After FMT, at the genus level, Veillonella showed a significant reduction. Veillonella is a Gram-negative anaerobic coccus that can produce LPS, inducing an inflammatory response, and it is commonly seen in upper respiratory and intestinal infections. Veillonella and Streptococcus interact immunologically and often co-occur in ecosystems, suppressing the production of IL-12p70 while enhancing the response of IL-8, IL-6, IL-10, and TNF-α [32]. A study found that compared with the gut microbiota of healthy people, patients with autoimmune hepatitis (AIH) have reduced diversity and enriched genera such as Streptococcus and Veillonella [33]. In this study, the overall inflammation level of AAD patients after FMT showed a decreasing trend, which was negatively correlated with the changes in Veillonella. This is consistent with reports from other studies.

After FMT, the non-responsive group had a higher Sutturella timonensis than the responsive group.
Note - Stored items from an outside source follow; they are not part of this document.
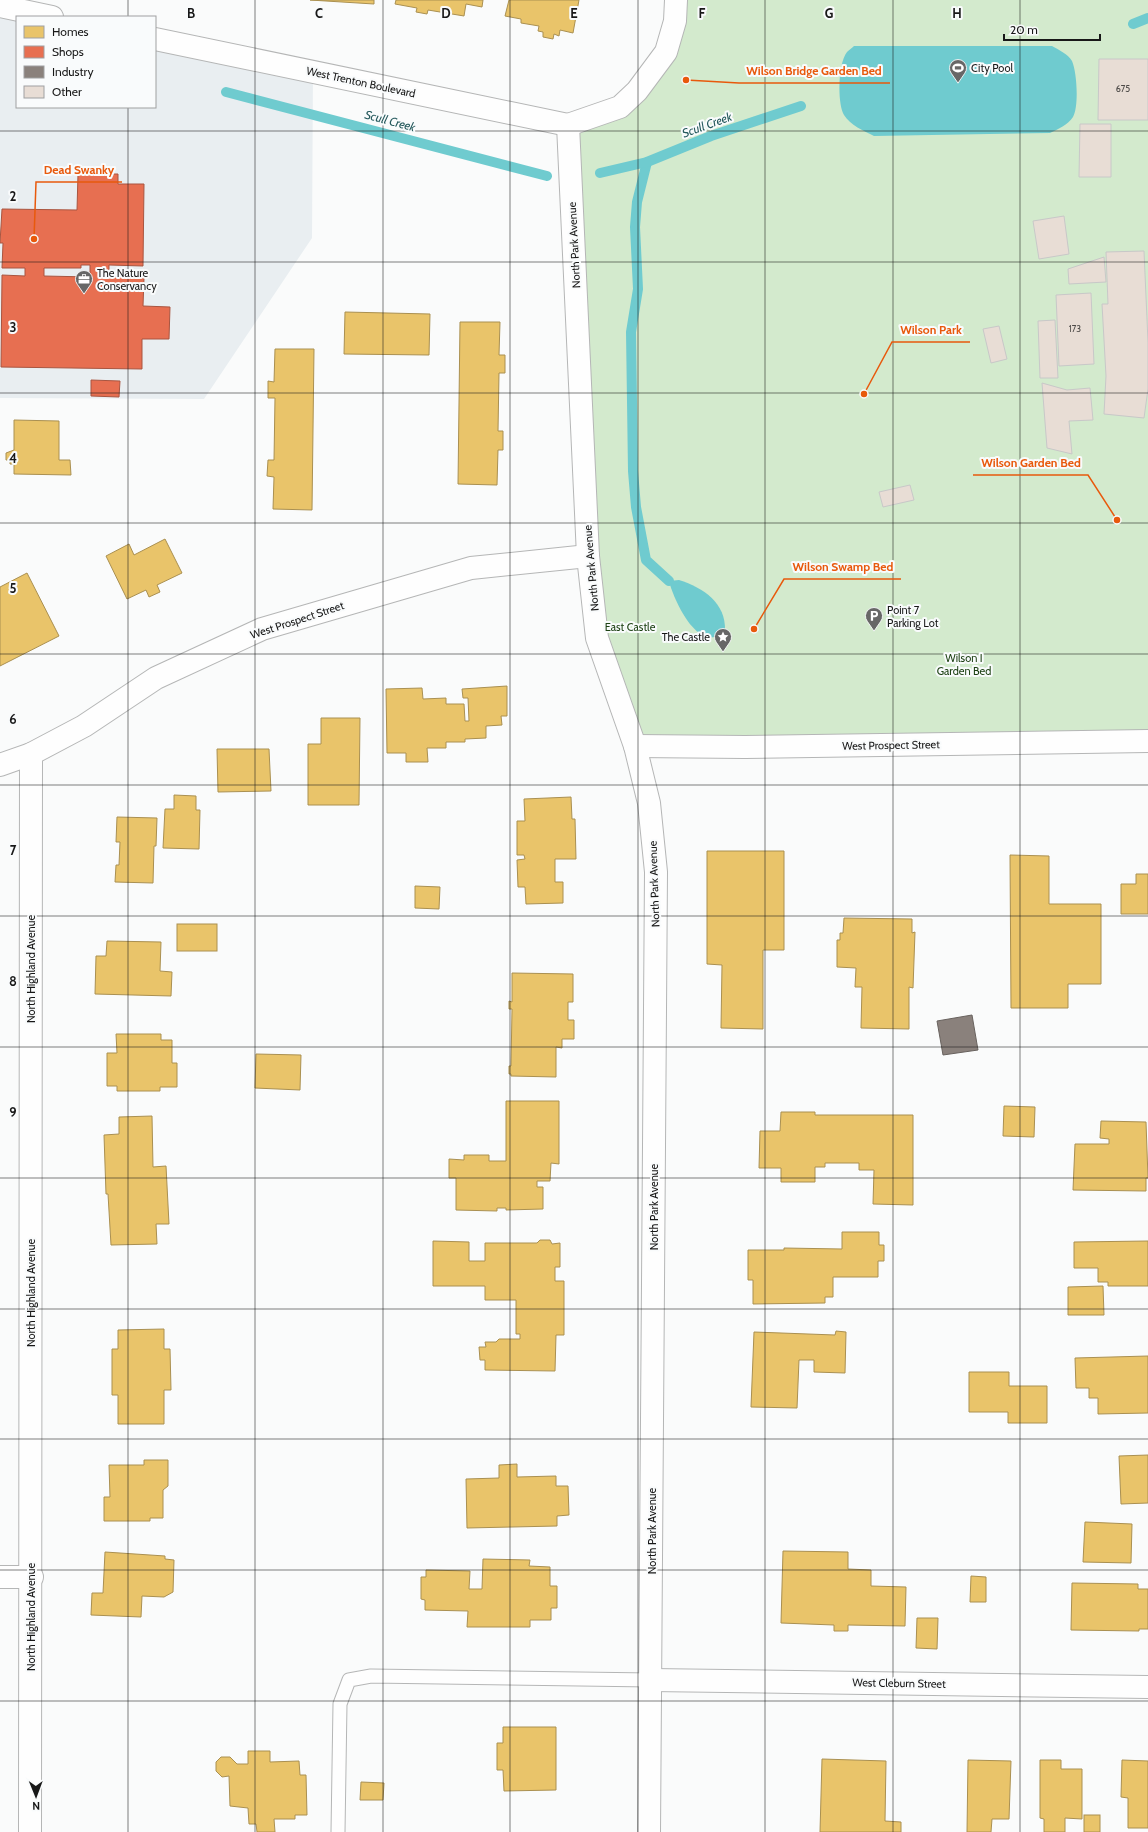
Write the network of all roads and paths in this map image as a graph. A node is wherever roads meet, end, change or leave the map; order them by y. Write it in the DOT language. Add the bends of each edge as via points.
graph roads {
  1 [pos="676,0"];
  2 [pos="0,6"];
  3 [pos="47,16"];
  4 [pos="156,38"];
  5 [pos="568,125"];
  6 [pos="588,556"];
  7 [pos="1148,741"];
  8 [pos="635,746"];
  9 [pos="31,754"];
  10 [pos="0,765"];
  11 [pos="0,1577"];
  12 [pos="32,1577"];
  13 [pos="651,1680"];
  14 [pos="1148,1686"];
  15 [pos="30,1832"];
  16 [pos="338,1832"];
  17 [pos="649,1832"];
  1 -- 5 [label="street" via="675,21 666,52 637,91 620,107"];
  2 -- 3 [label="street"];
  4 -- 5 [label="street, West Trenton Boulevard"];
  5 -- 6 [label="street, North Park Avenue"];
  6 -- 8 [label="street, North Park Avenue" via="597,638"];
  6 -- 9 [label="street, West Prospect Street" via="471,568 262,630 156,678 84,726"];
  7 -- 8 [label="street, West Prospect Street" via="745,747"];
  8 -- 13 [label="street, North Park Avenue" via="649,803 656,872"];
  9 -- 10 [label="street, West Prospect Street"];
  9 -- 12 [label="street, North Highland Avenue"];
  11 -- 12 [label="street"];
  12 -- 15 [label="street, North Highland Avenue"];
  13 -- 14 [label="street, West Cleburn Street"];
  13 -- 16 [label="lane" via="371,1676 349,1680 340,1704"];
  13 -- 17 [label="street, North Park Avenue"];
}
Some studies have found that Sutterella may play an important role in FMT treatment responses, where the abundance of Sutterella is negatively correlated with the remission degree of Ulcerative Colitis (UC) [34]; and in clinical cohort studies, it was found that the abundance of Sutterella is negatively correlated with the level of inflammatory cytokines (IL-12, IL-13, IFN-γ) [35]; in related experiments on AAD, high-throughput sequencing of fecal samples from 30 seven-week-old SPF male rats revealed that the relative abundance of the genus Sutterella is negatively correlated with the dose and positively correlated with the development of AAD [36]. At the same time, we found that the composition of the gut microbiota of patients before FMT is one of the main factors affecting clinical outcomes, which has been proven by numerous clinical studies [14]. For instance, in ulcerative colitis, higher fecal and mucosal microbial abundance before FMT treatment is associated with positive treatment outcomes, while the abundance of Clostridium and Sutterella is associated with FMT treatment failure [14, 34]. In Crohn’s disease, FMT failure is associated with the enrichment of different γ-Proteobacteria members (such as Klebsiella, Actinomyces, and Hemophilus) in the baseline recipient microbiota [37]. IBS patients who responded to FMT had a higher baseline abundance of streptococcal species and higher microbial diversity than non-responsive patients [38].

The limitations of this study include a small sample size and lack of controls. The fecal microbiota was only assessed using 16S rRNA sequencing, and there is a lack of related metabolomics data, so changes in metabolites related to short-chain fatty acids, bile acids, and lipids before and after FMT cannot be compared. Comprehensive microbial analysis may further deepen the understanding of the potential of precise strains and their specific functions as predictive factors for FMT success and failure. Therefore, we plan to increase the number of samples in subsequent studies, and perform metagenomic sequencing and related metabolomics sequencing on fecal samples.